# GOAL OF THE EXERCISE
When the word "Retreat" appears in a line of the data below, list that line.

# RECORDS PROVIDED
***
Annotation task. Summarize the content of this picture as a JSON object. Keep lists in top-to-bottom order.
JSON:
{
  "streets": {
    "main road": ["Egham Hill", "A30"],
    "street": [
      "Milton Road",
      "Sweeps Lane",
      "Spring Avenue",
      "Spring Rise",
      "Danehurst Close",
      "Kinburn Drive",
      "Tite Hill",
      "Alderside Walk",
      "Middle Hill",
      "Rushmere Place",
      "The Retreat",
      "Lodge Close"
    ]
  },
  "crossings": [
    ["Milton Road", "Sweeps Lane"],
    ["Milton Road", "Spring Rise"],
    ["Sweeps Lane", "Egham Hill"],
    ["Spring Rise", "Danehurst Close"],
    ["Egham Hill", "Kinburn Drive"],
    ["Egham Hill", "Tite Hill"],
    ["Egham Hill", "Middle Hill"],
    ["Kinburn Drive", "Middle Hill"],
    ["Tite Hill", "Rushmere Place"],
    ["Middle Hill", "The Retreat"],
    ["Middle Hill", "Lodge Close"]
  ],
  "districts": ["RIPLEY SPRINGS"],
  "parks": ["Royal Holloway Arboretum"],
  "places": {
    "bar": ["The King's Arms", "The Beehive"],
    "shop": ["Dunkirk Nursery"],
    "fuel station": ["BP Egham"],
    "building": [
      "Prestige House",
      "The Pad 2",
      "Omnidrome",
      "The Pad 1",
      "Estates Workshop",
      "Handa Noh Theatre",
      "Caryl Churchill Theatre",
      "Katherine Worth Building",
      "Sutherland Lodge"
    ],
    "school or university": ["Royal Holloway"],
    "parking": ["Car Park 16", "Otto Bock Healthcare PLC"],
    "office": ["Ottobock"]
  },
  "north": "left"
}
***
# FINAL ANSWER
      "The Retreat",
    ["Middle Hill", "The Retreat"],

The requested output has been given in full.